* **ASSIGNMENT**: Look below for lines that hold the string "DRIVE" and copy each one.

:: PROVIDED DATA ::

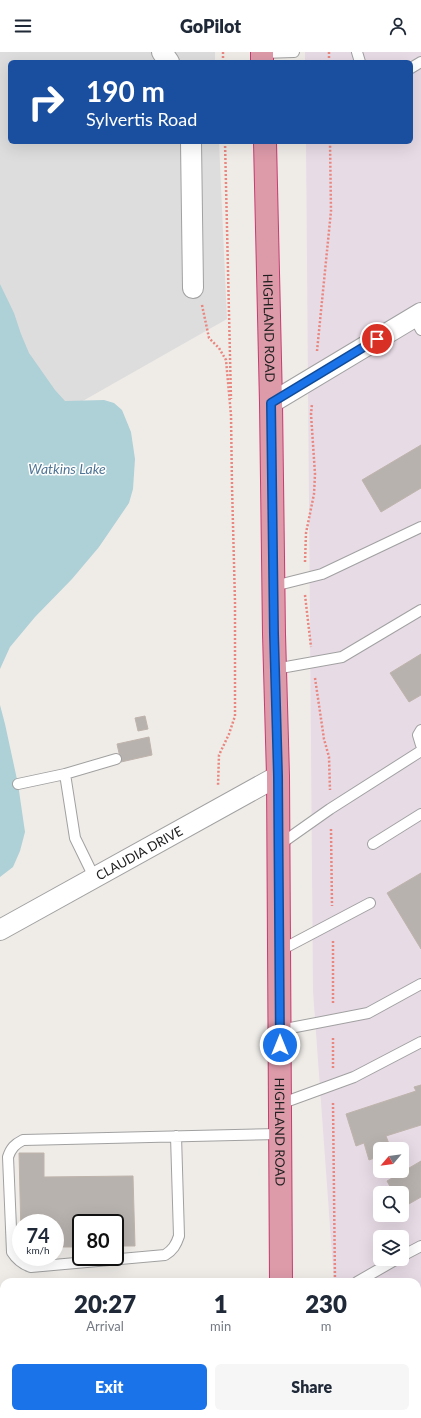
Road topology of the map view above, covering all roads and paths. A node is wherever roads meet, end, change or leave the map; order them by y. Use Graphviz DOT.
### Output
graph roads {
  1 [pos="294,52"];
  2 [pos="262,56"];
  3 [pos="191,144"];
  4 [pos="225,144"];
  5 [pos="264,144"];
  6 [pos="330,144"];
  7 [pos="192,288"];
  8 [pos="419,320"];
  9 [pos="315,377"];
  10 [pos="271,403"];
  11 [pos="231,409"];
  12 [pos="421,527"];
  13 [pos="305,578"];
  14 [pos="274,586"];
  15 [pos="421,610"];
  16 [pos="313,663"];
  17 [pos="275,669"];
  18 [pos="421,730"];
  19 [pos="421,745"];
  20 [pos="421,751"];
  21 [pos="116,759"];
  22 [pos="65,774"];
  23 [pos="278,776"];
  24 [pos="18,784"];
  25 [pos="218,809"];
  26 [pos="330,809"];
  27 [pos="421,814"];
  28 [pos="373,844"];
  29 [pos="279,846"];
  30 [pos="94,878"];
  31 [pos="370,903"];
  32 [pos="332,923"];
  33 [pos="0,930"];
  34 [pos="279,951"];
  35 [pos="421,984"];
  36 [pos="333,1020"];
  37 [pos="280,1030"];
  38 [pos="421,1042"];
  39 [pos="333,1084"];
  40 [pos="280,1104"];
  41 [pos="280,1134"];
  42 [pos="176,1136"];
  43 [pos="421,1246"];
  44 [pos="409,1252"];
  45 [pos="385,1266"];
  46 [pos="281,1278"];
  47 [pos="335,1278"];
  48 [pos="364,1278"];
  1 -- 2 [label="lane"];
  3 -- 7 [label="street"];
  4 -- 11 [label="path"];
  5 -- 10 [label="highway, HIGHLAND ROAD"];
  6 -- 9 [label="path"];
  7 -- 11 [label="path"];
  8 -- 9 [label="street"];
  9 -- 10 [label="street"];
  9 -- 13 [label="path"];
  10 -- 14 [label="highway, HIGHLAND ROAD"];
  11 -- 25 [label="path"];
  12 -- 13 [label="lane"];
  13 -- 14 [label="lane"];
  13 -- 16 [label="path"];
  14 -- 17 [label="highway, HIGHLAND ROAD"];
  15 -- 16 [label="lane"];
  16 -- 17 [label="lane"];
  16 -- 26 [label="path"];
  17 -- 23 [label="highway, HIGHLAND ROAD"];
  18 -- 19 [label="lane"];
  20 -- 26 [label="lane"];
  21 -- 22 [label="lane"];
  22 -- 24 [label="lane"];
  22 -- 30 [label="lane"];
  23 -- 25 [label="street, CLAUDIA DRIVE"];
  23 -- 29 [label="highway, HIGHLAND ROAD"];
  25 -- 30 [label="street, CLAUDIA DRIVE"];
  26 -- 29 [label="lane"];
  26 -- 32 [label="path"];
  27 -- 28 [label="lane"];
  29 -- 34 [label="highway, HIGHLAND ROAD"];
  30 -- 33 [label="street, CLAUDIA DRIVE"];
  31 -- 32 [label="lane"];
  32 -- 34 [label="lane"];
  32 -- 36 [label="path"];
  34 -- 37 [label="highway, HIGHLAND ROAD"];
  35 -- 36 [label="lane"];
  36 -- 37 [label="lane"];
  36 -- 39 [label="path"];
  37 -- 40 [label="highway, HIGHLAND ROAD"];
  38 -- 39 [label="lane"];
  39 -- 40 [label="lane"];
  39 -- 47 [label="path"];
  40 -- 41 [label="highway, HIGHLAND ROAD"];
  41 -- 42 [label="lane"];
  41 -- 46 [label="highway, HIGHLAND ROAD"];
  42 -- 42 [label="lane"];
  43 -- 44 [label="lane"];
  45 -- 48 [label="lane"];
}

:::

* **SOLUTION TO THE PROBLEM**:
  23 -- 25 [label="street, CLAUDIA DRIVE"];
  25 -- 30 [label="street, CLAUDIA DRIVE"];
  30 -- 33 [label="street, CLAUDIA DRIVE"];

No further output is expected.